I'm not saying all of this because I think we should stop trying. It's just that I can't see how the cost of uplifting the entire internet infra (the code required for this functionality will surely be much more storage than the cookies over my lifetime) and the cost of having the programmers support both models for the good chunk of future (hello, IE6 users, I am looking at you! :-) justifies the incremental feeling of security that this gives.

edit: re. sending the data to the trusted server: sign with your client key a "request for data" together with the manifest of the addresses that the server can plausibly have. Then when the server needs the data it can present this request to your UA and get the data. Yes, the server can be hacked and this data can be siphoned off. But then the attackers get the [timespan of the breach] worth of user data, and not the entire DB.

re. snark: phishing: it is not the physical user that has to input the data. Think of how you use the password manager. botnets: yes, but since I keep my computing devices clean, I was never a victim of a botnet. While my account info was stolen from one of the online sites, with zero influence. See where the difference is ?

No I don't see the difference at all. So you got lucky, and didn't have you computer targetted early on by a 0-day virus. Congrats, I'm sure your luck will keep up forever.

I'm not saying all of this because I think we should stop trying.
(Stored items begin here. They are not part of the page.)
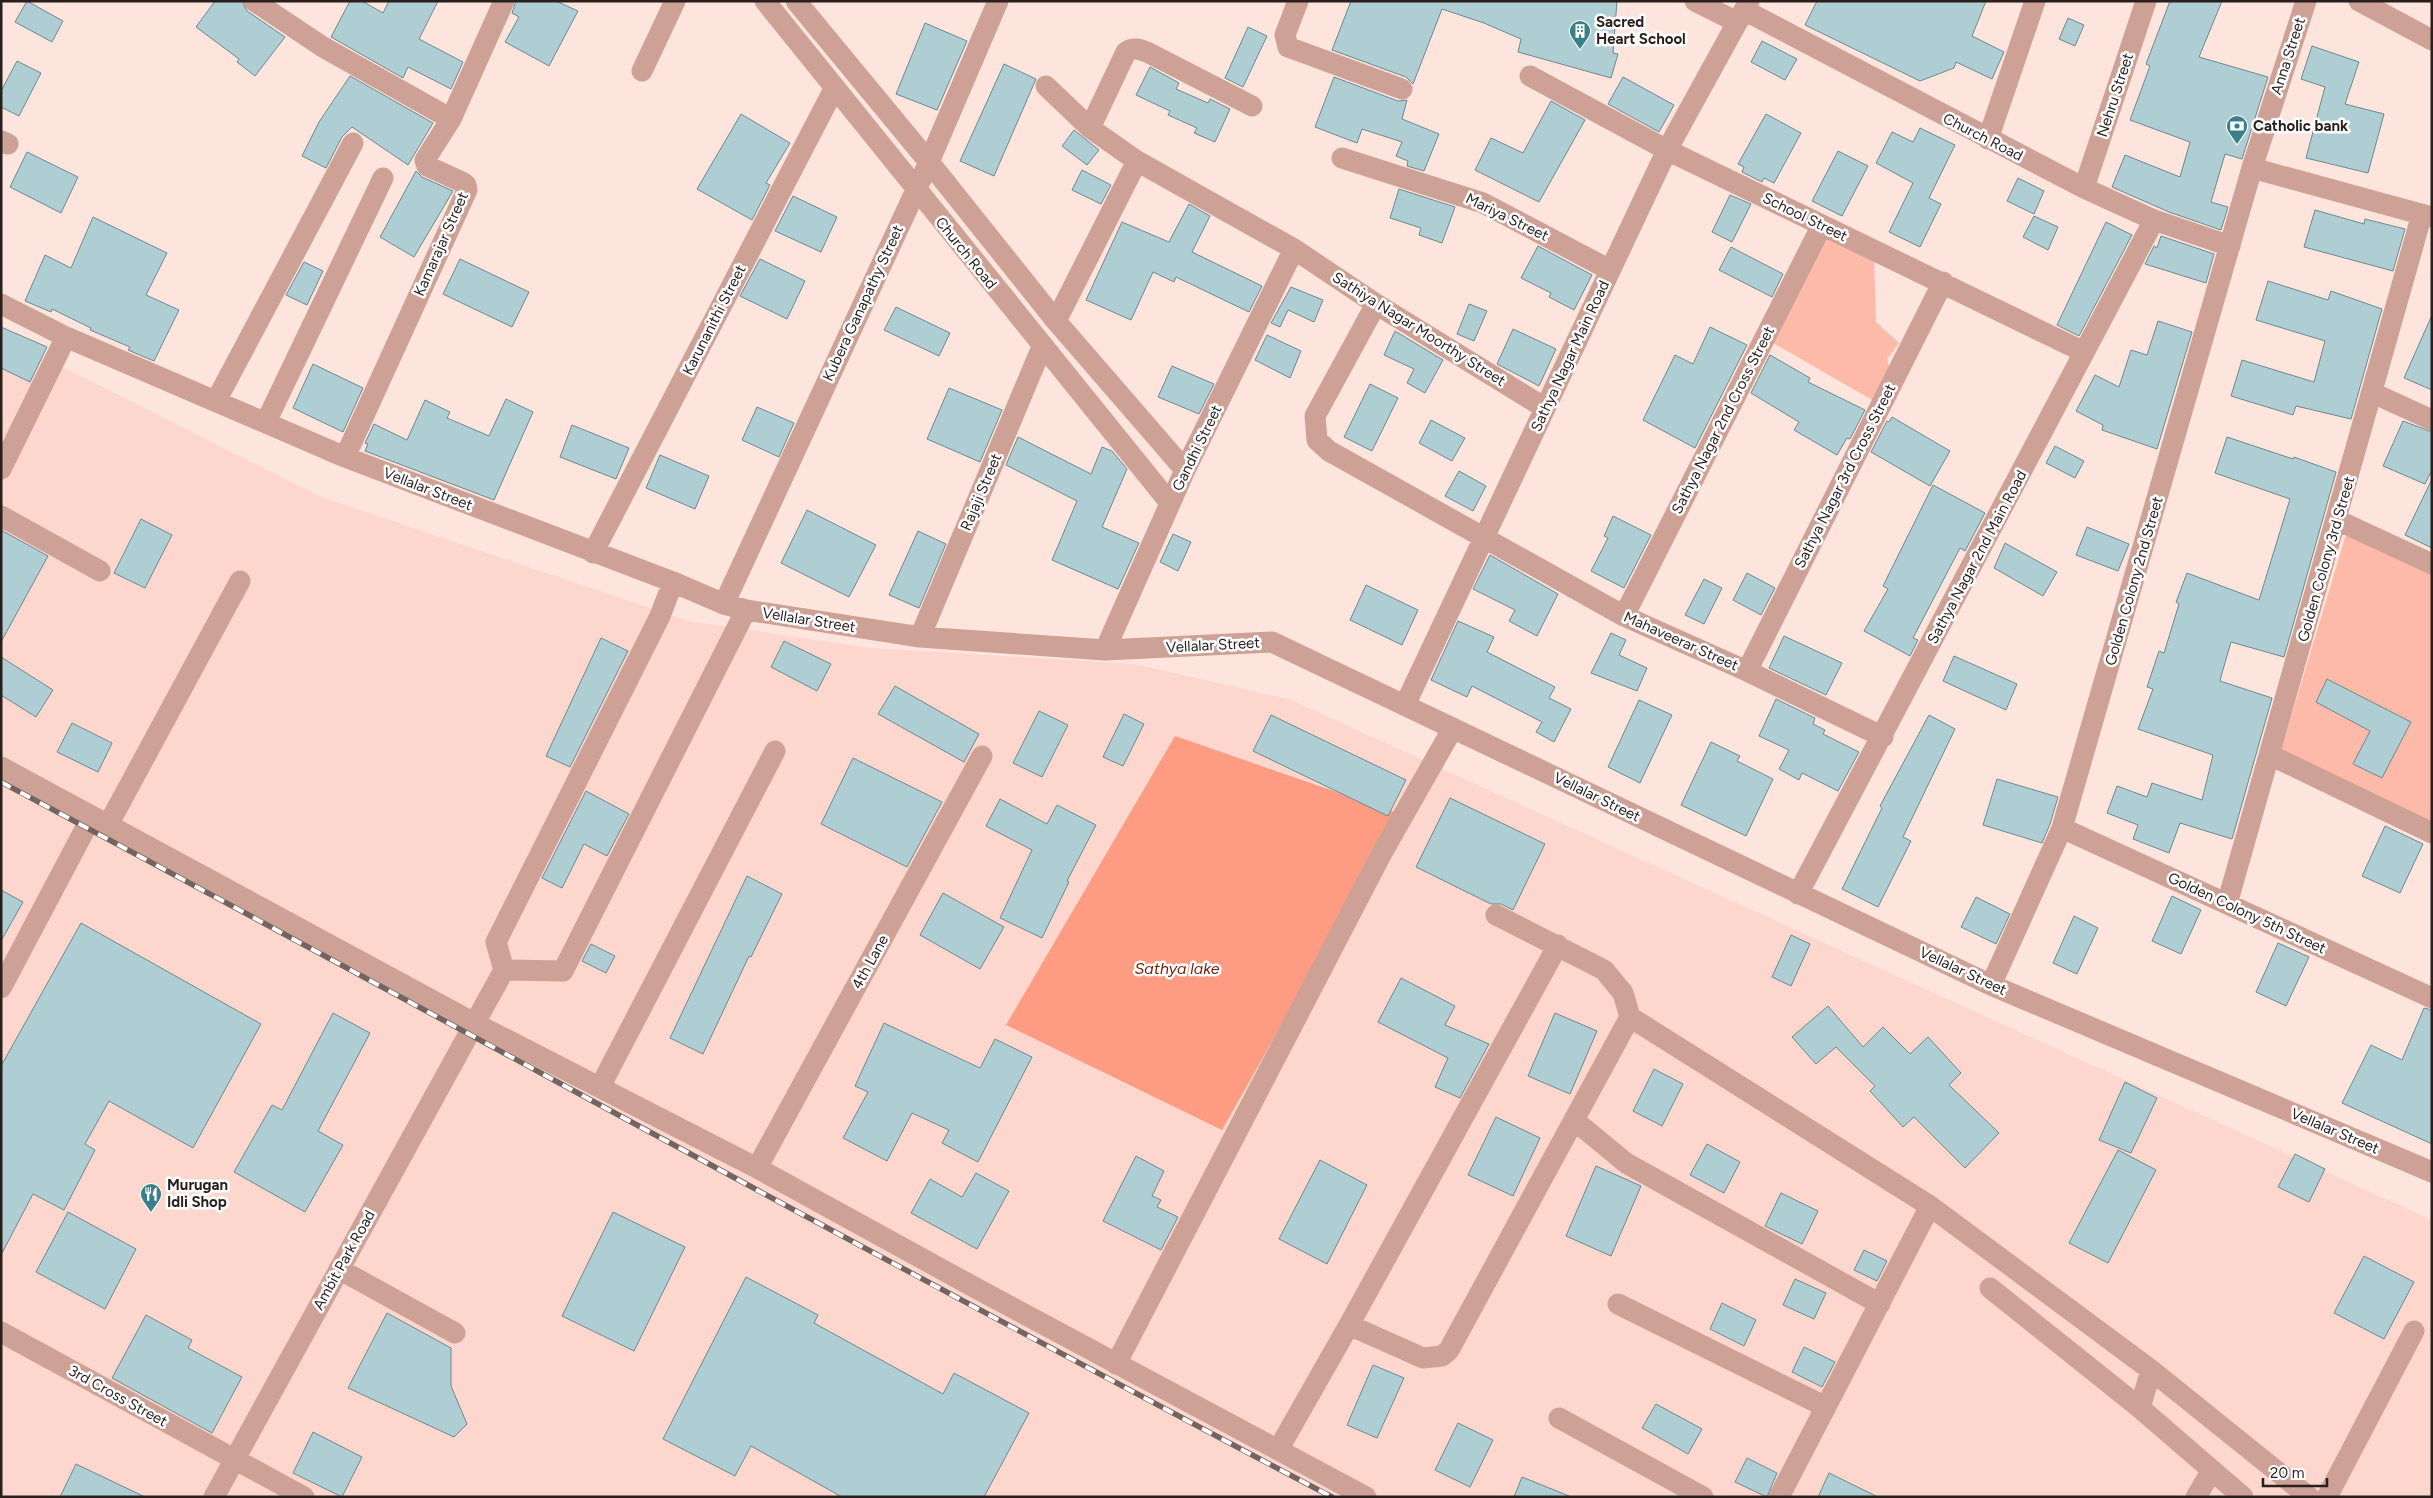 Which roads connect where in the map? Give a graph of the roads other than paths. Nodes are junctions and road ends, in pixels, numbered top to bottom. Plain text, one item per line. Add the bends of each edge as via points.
1 (254, 1) edge
2 (504, 1) edge
3 (675, 1) edge
4 (765, 1) edge
5 (796, 1) edge
6 (998, 1) edge
7 (1298, 1) edge
8 (1696, 1) edge
9 (2035, 1) edge
10 (2146, 1) edge
11 (2306, 1) edge
12 (2358, 1) edge
13 (1743, 11) edge
14 (2432, 40) edge
15 (642, 71) dead end
16 (1530, 76) dead end
17 (1046, 86) dead end
18 (835, 87) junction
19 (1402, 89) dead end
20 (1252, 106) dead end
21 (451, 118) junction
22 (1090, 128) junction
23 (1988, 140) junction
24 (353, 143) dead end
25 (1667, 150) junction
26 (1342, 158) dead end
27 (1137, 161) junction
28 (929, 162) junction
29 (2252, 168) junction
30 (383, 178) dead end
31 (2084, 188) junction
32 (916, 190) junction
33 (2427, 216) edge
34 (2154, 220) junction
35 (1822, 225) junction
36 (2230, 246) junction
37 (1294, 249) junction
38 (1610, 270) junction
39 (1942, 282) junction
40 (1, 304) edge
41 (1376, 304) junction
42 (1056, 321) junction
43 (66, 337) junction
44 (1042, 347) junction
45 (2084, 352) junction
46 (2373, 393) junction
47 (216, 401) junction
48 (1545, 408) junction
49 (2432, 420) edge
50 (266, 422) junction
51 (345, 457) junction
52 (1, 469) edge
53 (1185, 470) junction
54 (1170, 503) junction
55 (1, 516) edge
56 (2337, 520) junction
57 (1484, 538) junction
58 (593, 553) junction
59 (2432, 564) edge
60 (100, 571) dead end
61 (240, 581) dead end
62 (673, 582) junction
63 (724, 604) junction
64 (746, 610) junction
65 (1624, 616) junction
66 (920, 637) junction
67 (1105, 650) junction
68 (1747, 671) junction
69 (1405, 705) junction
70 (1453, 728) junction
71 (1883, 736) junction
72 (775, 752) dead end
73 (2270, 755) junction
74 (982, 756) dead end
75 (1, 767) edge
76 (100, 821) junction
77 (2062, 828) junction
78 (2432, 833) edge
79 (1798, 894) junction
80 (2227, 904) junction
81 (1496, 915) dead end
82 (1558, 944) junction
83 (504, 970) junction
84 (1992, 984) junction
85 (1, 988) edge
86 (2432, 998) edge
87 (1630, 1017) junction
88 (474, 1023) junction
89 (600, 1087) junction
90 (1574, 1120) junction
91 (757, 1168) junction
92 (2432, 1172) edge
93 (1930, 1206) junction
94 (339, 1270) junction
95 (1990, 1288) dead end
96 (1618, 1304) dead end
97 (1880, 1304) junction
98 (1349, 1324) junction
99 (2414, 1331) dead end
100 (1, 1332) edge
101 (455, 1333) dead end
102 (1116, 1364) junction
103 (2151, 1370) junction
104 (1826, 1407) junction
105 (2140, 1408) junction
106 (1559, 1418) dead end
107 (1278, 1450) junction
108 (235, 1459) junction
109 (2212, 1470) junction
110 (214, 1497) edge
111 (304, 1497) edge
112 (1366, 1497) edge
113 (1703, 1497) edge
114 (1779, 1497) edge
115 (2196, 1497) edge
116 (2243, 1497) edge
117 (2309, 1497) edge
118 (2328, 1497) edge

1 - 21 street via 323,47
2 - 21 street, Kamarajar Street
3 - 15 street
4 - 18 street, Church Road
5 - 28 street, Church Road
6 - 28 street, Kubera Ganapathy Street
7 - 19 street via 1285,35 1288,47
8 - 13 street, Church Road
9 - 23 street
10 - 31 street, Nehru Street
11 - 29 street, Anna Street
12 - 14 street
13 - 23 street, Church Road
13 - 25 street, Sathya Nagar Main Road
16 - 25 street, School Street
17 - 22 street, Sathiya Nagar Moorthy Street
18 - 32 street, Church Road
18 - 58 street, Karunanithi Street
20 - 22 street via 1137,48 1126,52
21 - 51 street, Kamarajar Street via 425,163 429,168 465,184 467,190
22 - 27 street, Sathiya Nagar Moorthy Street
23 - 31 street, Church Road
24 - 47 street
25 - 35 street, School Street
25 - 38 street, Sathya Nagar Main Road
26 - 38 street, Mariya Street via 1483,202
27 - 37 street, Sathiya Nagar Moorthy Street
27 - 42 street
28 - 32 street, Kubera Ganapathy Street
28 - 42 street, Church Road
29 - 33 street
29 - 36 street, Golden Colony 2nd Street
30 - 50 street
31 - 34 street, Church Road
32 - 44 street, Church Road
32 - 63 street, Kubera Ganapathy Street
33 - 46 street, Golden Colony 3rd Street
34 - 36 street, Church Road
34 - 45 street, Sathya Nagar 2nd Main Road
35 - 39 street, School Street
35 - 65 street, Sathya Nagar 2nd Cross Street
36 - 77 street, Golden Colony 2nd Street
37 - 41 street, Sathiya Nagar Moorthy Street
37 - 53 street, Gandhi Street
38 - 48 street, Sathya Nagar Main Road
39 - 45 street, School Street
39 - 68 street, Sathya Nagar 3rd Cross Street
40 - 43 street, Vellalar Street
41 - 48 street, Sathiya Nagar Moorthy Street
41 - 57 street, Mahaveerar Street via 1315,416 1317,440 1329,451
42 - 53 street, Church Road
43 - 47 street, Vellalar Street
43 - 52 street
44 - 54 street, Church Road
44 - 66 street, Rajaji Street
45 - 71 street, Sathya Nagar 2nd Main Road
46 - 49 street
46 - 56 street, Golden Colony 3rd Street
47 - 50 street, Vellalar Street
48 - 57 street, Sathya Nagar Main Road
50 - 51 street, Vellalar Street
51 - 58 street, Vellalar Street
53 - 54 street, Gandhi Street
54 - 67 street, Gandhi Street
55 - 60 street
56 - 59 street
56 - 73 street, Golden Colony 3rd Street
57 - 65 street, Mahaveerar Street
57 - 69 street, Sathya Nagar Main Road
58 - 62 street, Vellalar Street
61 - 76 street
62 - 63 street, Vellalar Street
62 - 83 street via 660,616 496,942
63 - 64 street, Vellalar Street
64 - 66 street, Vellalar Street
64 - 83 street via 563,971
65 - 68 street, Mahaveerar Street
66 - 67 street, Vellalar Street
67 - 69 street, Vellalar Street via 1272,642
68 - 71 street, Mahaveerar Street
69 - 70 street, Vellalar Street
70 - 79 street, Vellalar Street
70 - 102 street via 1383,850
71 - 79 street, Sathya Nagar 2nd Main Road
72 - 89 street
73 - 78 street
73 - 80 street, Golden Colony 3rd Street
74 - 91 street, 4th Lane
75 - 76 street
76 - 85 street
76 - 88 street
77 - 80 street, Golden Colony 5th Street
77 - 84 street, Golden Colony 2nd Street
79 - 84 street, Vellalar Street
80 - 86 street, Golden Colony 5th Street
81 - 82 street
82 - 87 street via 1604,970 1623,993
82 - 98 street
83 - 88 street, Ambit Park Road
84 - 92 street, Vellalar Street
87 - 90 street
87 - 93 street
88 - 89 street
88 - 94 street, Ambit Park Road
89 - 91 street
90 - 97 street via 1626,1163
90 - 98 street via 1449,1350 1442,1356 1423,1358
91 - 102 street
93 - 97 street
93 - 103 street
94 - 101 street
94 - 108 street, Ambit Park Road
95 - 105 street
96 - 104 street
97 - 104 street
98 - 107 street
99 - 118 street
100 - 108 street, 3rd Cross Street
102 - 107 street
103 - 105 street
103 - 117 street
104 - 114 street
105 - 109 street
106 - 113 street
107 - 112 street
108 - 110 street, Ambit Park Road
108 - 111 street, 3rd Cross Street
109 - 115 street
109 - 116 street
It's just that I can't see how the cost of uplifting the entire internet infra (the code required for this functionality will surely be much more storage than the cookies over my lifetime) and the cost of having the programmers support both models for the good chunk of future (hello, IE6 users, I am looking at you! :-) justifies the incremental feeling of security that this gives.
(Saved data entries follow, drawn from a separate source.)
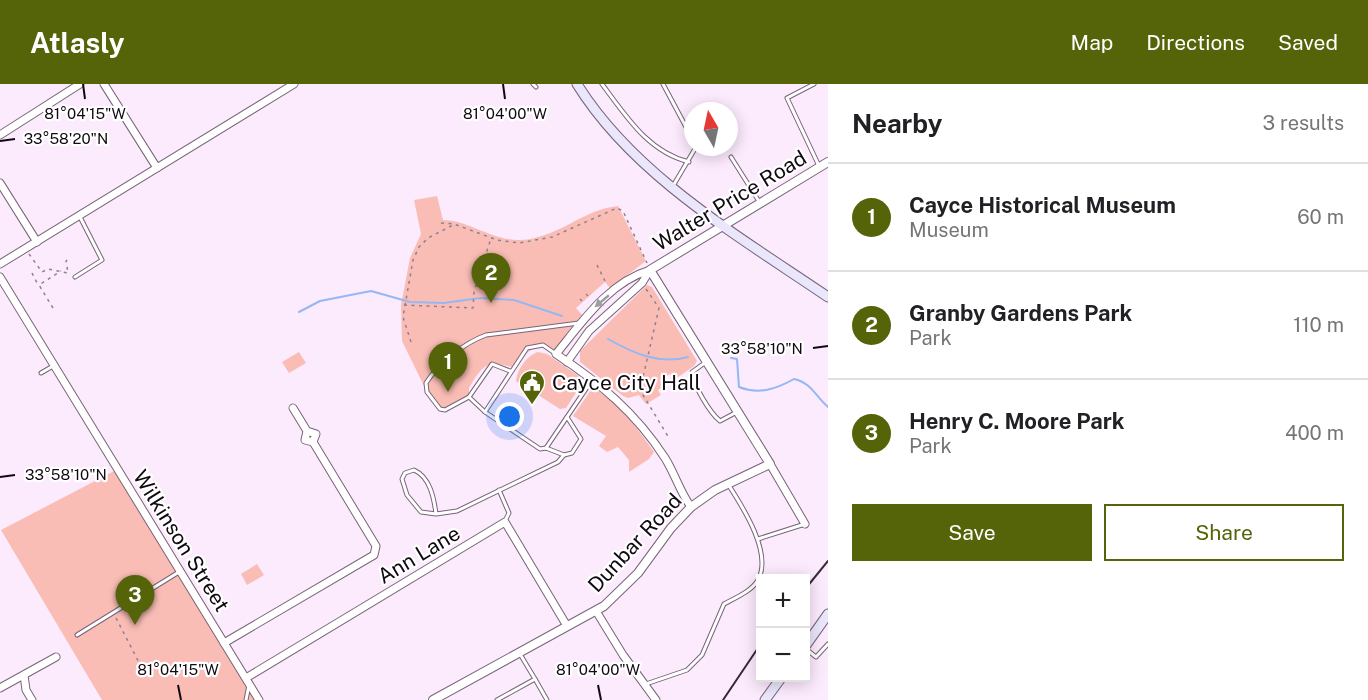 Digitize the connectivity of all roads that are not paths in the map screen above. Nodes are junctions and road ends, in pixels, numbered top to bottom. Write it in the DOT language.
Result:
graph roads {
  1 [pos="80,84"];
  2 [pos="104,84"];
  3 [pos="294,84"];
  4 [pos="577,84"];
  5 [pos="602,84"];
  6 [pos="663,84"];
  7 [pos="814,84"];
  8 [pos="684,123"];
  9 [pos="0,135"];
  10 [pos="692,156"];
  11 [pos="731,157"];
  12 [pos="689,162"];
  13 [pos="828,162"];
  14 [pos="157,168"];
  15 [pos="819,168"];
  16 [pos="0,183"];
  17 [pos="673,186"];
  18 [pos="761,205"];
  19 [pos="79,216"];
  20 [pos="726,227"];
  21 [pos="39,245"];
  22 [pos="0,264"];
  23 [pos="650,270"];
  24 [pos="0,277"];
  25 [pos="75,277"];
  26 [pos="828,297"];
  27 [pos="579,323"];
  28 [pos="556,354"];
  29 [pos="567,362"];
  30 [pos="706,362"];
  31 [pos="54,366"];
  32 [pos="510,371"];
  33 [pos="41,373"];
  34 [pos="592,379"];
  35 [pos="469,397"];
  36 [pos="293,408"];
  37 [pos="485,412"];
  38 [pos="736,412"];
  39 [pos="567,417"];
  40 [pos="546,448"];
  41 [pos="564,455"];
  42 [pos="770,464"];
  43 [pos="727,484"];
  44 [pos="499,490"];
  45 [pos="691,507"];
  46 [pos="436,514"];
  47 [pos="505,522"];
  48 [pos="806,524"];
  49 [pos="758,539"];
  50 [pos="180,571"];
  51 [pos="596,611"];
  52 [pos="828,614"];
  53 [pos="567,626"];
  54 [pos="77,634"];
  55 [pos="810,641"];
  56 [pos="224,643"];
  57 [pos="828,644"];
  58 [pos="810,651"];
  59 [pos="520,652"];
  60 [pos="56,657"];
  61 [pos="24,675"];
  62 [pos="535,679"];
  63 [pos="248,681"];
  64 [pos="779,682"];
  65 [pos="645,685"];
  66 [pos="0,688"];
  67 [pos="32,700"];
  68 [pos="246,700"];
  69 [pos="259,700"];
  70 [pos="433,700"];
  71 [pos="497,700"];
  72 [pos="548,700"];
  73 [pos="657,700"];
  74 [pos="765,700"];
  1 -- 9 [label="street"];
  2 -- 14 [label="street"];
  3 -- 14 [label="street"];
  4 -- 17 [label="main road"];
  5 -- 12 [label="lane"];
  6 -- 8 [label="lane"];
  7 -- 15 [label="lane"];
  10 -- 12 [label="lane"];
  11 -- 18 [label="lane"];
  12 -- 17 [label="lane"];
  13 -- 15 [label="street, Walter Price Road"];
  14 -- 19 [label="street"];
  15 -- 18 [label="street, Walter Price Road"];
  16 -- 21 [label="street"];
  17 -- 20 [label="main road"];
  18 -- 20 [label="street, Walter Price Road"];
  19 -- 21 [label="street"];
  19 -- 25 [label="lane"];
  20 -- 23 [label="street, Walter Price Road"];
  20 -- 26 [label="main road"];
  21 -- 22 [label="street"];
  23 -- 27 [label="street, one-way"];
  23 -- 29 [label="street"];
  23 -- 30 [label="street"];
  24 -- 31 [label="street, Wilkinson Street"];
  27 -- 28 [label="street"];
  27 -- 35 [label="lane"];
  28 -- 29 [label="street"];
  28 -- 32 [label="lane"];
  29 -- 34 [label="street"];
  30 -- 38 [label="street"];
  30 -- 38 [label="lane"];
  31 -- 33 [label="lane"];
  31 -- 50 [label="street, Wilkinson Street"];
  32 -- 35 [label="lane"];
  32 -- 37 [label="lane"];
  34 -- 39 [label="lane"];
  34 -- 45 [label="street"];
  35 -- 37 [label="lane"];
  36 -- 56 [label="street"];
  37 -- 40 [label="lane"];
  38 -- 42 [label="street"];
  39 -- 40 [label="lane"];
  39 -- 41 [label="lane"];
  40 -- 41 [label="lane"];
  41 -- 44 [label="lane"];
  42 -- 43 [label="street, Dunbar Road"];
  42 -- 48 [label="street"];
  43 -- 45 [label="street, Dunbar Road"];
  43 -- 49 [label="lane"];
  44 -- 46 [label="lane"];
  44 -- 47 [label="lane"];
  45 -- 51 [label="street, Dunbar Road"];
  46 -- 46 [label="lane"];
  47 -- 53 [label="street"];
  47 -- 63 [label="street, Ann Lane"];
  48 -- 49 [label="lane"];
  49 -- 65 [label="lane"];
  50 -- 54 [label="lane"];
  50 -- 56 [label="street, Wilkinson Street"];
  51 -- 53 [label="street, Dunbar Road"];
  51 -- 65 [label="street"];
  52 -- 55 [label="main road"];
  53 -- 59 [label="street, Dunbar Road"];
  56 -- 63 [label="street, Wilkinson Street"];
  57 -- 58 [label="lane"];
  59 -- 62 [label="lane"];
  59 -- 70 [label="street, Dunbar Road"];
  60 -- 61 [label="street"];
  61 -- 66 [label="street"];
  61 -- 67 [label="street"];
  62 -- 71 [label="lane"];
  62 -- 72 [label="lane"];
  63 -- 68 [label="lane"];
  63 -- 69 [label="street, Wilkinson Street"];
  64 -- 74 [label="main road"];
  65 -- 73 [label="street"];
}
Now you are conflating the sole benefit of session ids with the security benefit. There are other benefits. Read the article, there are benefits to "http routers" that would come from it. Look at my comment history, I mention a couple (cache locality benefits from routing, ability to standardize login stuff and use http auth reasonably again, without reinventing the wheel every site/framework). Others have mentioned other benefits. The incremental security benefit is but one of these.

I'm not saying all of this because I think we should stop trying. It's just that I can't see how the cost of uplifting the entire internet infra (the code required for this functionality will surely be much more storage than the cookies over my lifetime) and the cost of having the programmers support both models for the good chunk of future (hello, IE6 users, I am looking at you! :-) justifies the incremental feeling of security that this gives.

This is a strawman, yes there are still places on legacy systems, but more and more are adopting systems that allow standards based approaches and faster upgrade cycles (ala adopting chrome or firefox), there is no reason to doubt this trend will continue.

edit: re. sending the data to the trusted server: sign with your client key a "request for data" together with the manifest of the addresses that the server can plausibly have. Then when the server needs the data it can present this request to your UA and get the data. Yes, the server can be hacked and this data can be siphoned off. But then the attackers get the [timespan of the breach] worth of user data, and not the entire DB.

This looks to be a usability nightmare. Further, at best it is no better of a solution than the one i presented - an incremental change that requires lots of code. As soon as this starts happening in a widespread way, the attack patterns will change from server hacking to browser hacking in a serious way. Or finding ways to hack the http gateways where ssl is dropped, and which are frequently appliances harder to monitor for security. Or there will be more phishing attacks using sophisticated key stealing techniques to get real credentials. Or DNS attacks. Or as plug devices get super cheap, piles of mitm attacks on places with wifi, or or or... security is always incremental.